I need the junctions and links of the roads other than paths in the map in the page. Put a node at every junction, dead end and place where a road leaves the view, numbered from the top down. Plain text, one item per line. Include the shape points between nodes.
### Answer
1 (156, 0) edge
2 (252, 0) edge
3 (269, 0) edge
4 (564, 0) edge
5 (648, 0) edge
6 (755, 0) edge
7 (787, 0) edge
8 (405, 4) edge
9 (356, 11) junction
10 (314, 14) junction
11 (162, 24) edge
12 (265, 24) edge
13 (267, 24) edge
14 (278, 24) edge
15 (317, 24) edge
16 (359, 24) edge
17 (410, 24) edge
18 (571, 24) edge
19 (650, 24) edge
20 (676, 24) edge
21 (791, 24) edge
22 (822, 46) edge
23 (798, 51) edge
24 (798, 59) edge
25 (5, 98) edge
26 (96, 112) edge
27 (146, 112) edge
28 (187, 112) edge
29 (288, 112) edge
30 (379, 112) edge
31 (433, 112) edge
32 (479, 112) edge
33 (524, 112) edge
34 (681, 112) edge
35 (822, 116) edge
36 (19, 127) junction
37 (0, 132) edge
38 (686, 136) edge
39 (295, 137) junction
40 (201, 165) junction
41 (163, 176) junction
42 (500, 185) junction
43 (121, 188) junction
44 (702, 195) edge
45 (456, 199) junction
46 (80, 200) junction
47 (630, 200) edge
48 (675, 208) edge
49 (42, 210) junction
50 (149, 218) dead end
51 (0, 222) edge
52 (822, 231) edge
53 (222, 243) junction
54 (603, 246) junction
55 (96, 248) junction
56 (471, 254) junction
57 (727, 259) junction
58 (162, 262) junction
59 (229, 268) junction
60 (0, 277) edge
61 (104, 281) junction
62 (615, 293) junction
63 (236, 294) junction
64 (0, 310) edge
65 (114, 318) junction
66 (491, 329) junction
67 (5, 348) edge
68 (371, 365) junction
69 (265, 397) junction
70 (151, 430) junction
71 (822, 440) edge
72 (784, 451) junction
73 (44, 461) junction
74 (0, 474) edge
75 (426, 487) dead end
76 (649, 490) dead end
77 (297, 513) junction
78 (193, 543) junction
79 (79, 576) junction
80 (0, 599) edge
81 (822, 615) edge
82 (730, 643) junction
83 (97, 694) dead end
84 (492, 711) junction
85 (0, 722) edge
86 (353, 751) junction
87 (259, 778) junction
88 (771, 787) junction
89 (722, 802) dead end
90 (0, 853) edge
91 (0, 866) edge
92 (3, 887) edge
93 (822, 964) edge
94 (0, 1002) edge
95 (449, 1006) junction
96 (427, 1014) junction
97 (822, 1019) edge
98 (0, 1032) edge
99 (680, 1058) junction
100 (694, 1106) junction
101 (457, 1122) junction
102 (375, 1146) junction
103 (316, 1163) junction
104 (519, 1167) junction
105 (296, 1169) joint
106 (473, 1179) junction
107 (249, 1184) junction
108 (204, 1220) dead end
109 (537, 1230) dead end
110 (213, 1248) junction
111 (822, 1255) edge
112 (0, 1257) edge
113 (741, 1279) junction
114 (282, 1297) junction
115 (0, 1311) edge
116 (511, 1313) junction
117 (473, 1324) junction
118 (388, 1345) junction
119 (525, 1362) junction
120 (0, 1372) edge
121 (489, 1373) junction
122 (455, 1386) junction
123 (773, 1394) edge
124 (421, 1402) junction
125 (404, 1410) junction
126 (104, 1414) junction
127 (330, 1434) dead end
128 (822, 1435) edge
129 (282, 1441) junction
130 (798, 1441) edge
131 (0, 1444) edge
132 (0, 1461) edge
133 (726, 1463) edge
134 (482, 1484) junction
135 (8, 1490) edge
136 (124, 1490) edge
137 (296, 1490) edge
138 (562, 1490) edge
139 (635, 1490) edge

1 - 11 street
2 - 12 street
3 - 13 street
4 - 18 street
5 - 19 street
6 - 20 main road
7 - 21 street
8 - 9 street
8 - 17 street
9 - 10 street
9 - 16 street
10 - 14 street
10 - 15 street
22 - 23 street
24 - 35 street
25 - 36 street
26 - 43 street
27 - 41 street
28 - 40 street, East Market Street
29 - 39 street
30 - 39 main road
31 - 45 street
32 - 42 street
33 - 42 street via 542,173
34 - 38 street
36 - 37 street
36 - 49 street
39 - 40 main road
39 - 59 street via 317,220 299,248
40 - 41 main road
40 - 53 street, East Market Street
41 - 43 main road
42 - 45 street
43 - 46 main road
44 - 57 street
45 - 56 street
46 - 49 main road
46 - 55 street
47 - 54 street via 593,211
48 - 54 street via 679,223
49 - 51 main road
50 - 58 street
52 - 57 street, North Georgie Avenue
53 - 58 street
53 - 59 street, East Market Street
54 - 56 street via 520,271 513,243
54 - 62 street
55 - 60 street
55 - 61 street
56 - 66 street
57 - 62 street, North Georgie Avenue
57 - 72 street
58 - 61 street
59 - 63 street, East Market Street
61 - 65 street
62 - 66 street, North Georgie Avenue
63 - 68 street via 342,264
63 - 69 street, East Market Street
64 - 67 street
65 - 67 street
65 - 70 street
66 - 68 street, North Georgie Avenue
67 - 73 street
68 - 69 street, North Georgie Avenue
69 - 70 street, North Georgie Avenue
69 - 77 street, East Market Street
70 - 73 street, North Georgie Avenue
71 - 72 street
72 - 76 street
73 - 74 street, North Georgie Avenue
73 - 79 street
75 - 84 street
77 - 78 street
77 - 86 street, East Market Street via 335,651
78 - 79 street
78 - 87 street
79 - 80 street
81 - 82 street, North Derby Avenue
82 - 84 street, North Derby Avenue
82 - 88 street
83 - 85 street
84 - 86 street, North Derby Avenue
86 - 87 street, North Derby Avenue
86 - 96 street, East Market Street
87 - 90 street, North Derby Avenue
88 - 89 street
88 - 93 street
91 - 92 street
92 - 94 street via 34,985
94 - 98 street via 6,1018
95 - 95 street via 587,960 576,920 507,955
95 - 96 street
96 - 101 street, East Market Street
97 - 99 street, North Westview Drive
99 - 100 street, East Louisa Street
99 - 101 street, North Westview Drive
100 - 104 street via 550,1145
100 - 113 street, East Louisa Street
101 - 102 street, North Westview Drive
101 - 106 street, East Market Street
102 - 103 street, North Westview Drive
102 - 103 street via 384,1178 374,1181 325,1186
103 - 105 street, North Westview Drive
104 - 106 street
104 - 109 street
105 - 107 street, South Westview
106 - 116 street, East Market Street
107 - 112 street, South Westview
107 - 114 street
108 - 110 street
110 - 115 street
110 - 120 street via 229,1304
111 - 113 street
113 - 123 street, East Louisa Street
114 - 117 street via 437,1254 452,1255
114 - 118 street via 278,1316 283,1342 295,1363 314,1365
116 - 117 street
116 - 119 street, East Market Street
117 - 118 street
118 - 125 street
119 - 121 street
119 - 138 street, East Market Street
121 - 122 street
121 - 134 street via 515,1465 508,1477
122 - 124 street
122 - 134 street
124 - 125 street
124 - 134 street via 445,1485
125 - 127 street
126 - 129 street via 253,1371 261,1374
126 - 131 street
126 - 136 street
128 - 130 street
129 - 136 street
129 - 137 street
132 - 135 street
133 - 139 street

■ **YOUR OBJECTIVE**
Return every line of the entries above that the string "Georgie" appears in.

■ **SOLUTION TO THE EXERCISE**
52 - 57 street, North Georgie Avenue
57 - 62 street, North Georgie Avenue
62 - 66 street, North Georgie Avenue
66 - 68 street, North Georgie Avenue
68 - 69 street, North Georgie Avenue
69 - 70 street, North Georgie Avenue
70 - 73 street, North Georgie Avenue
73 - 74 street, North Georgie Avenue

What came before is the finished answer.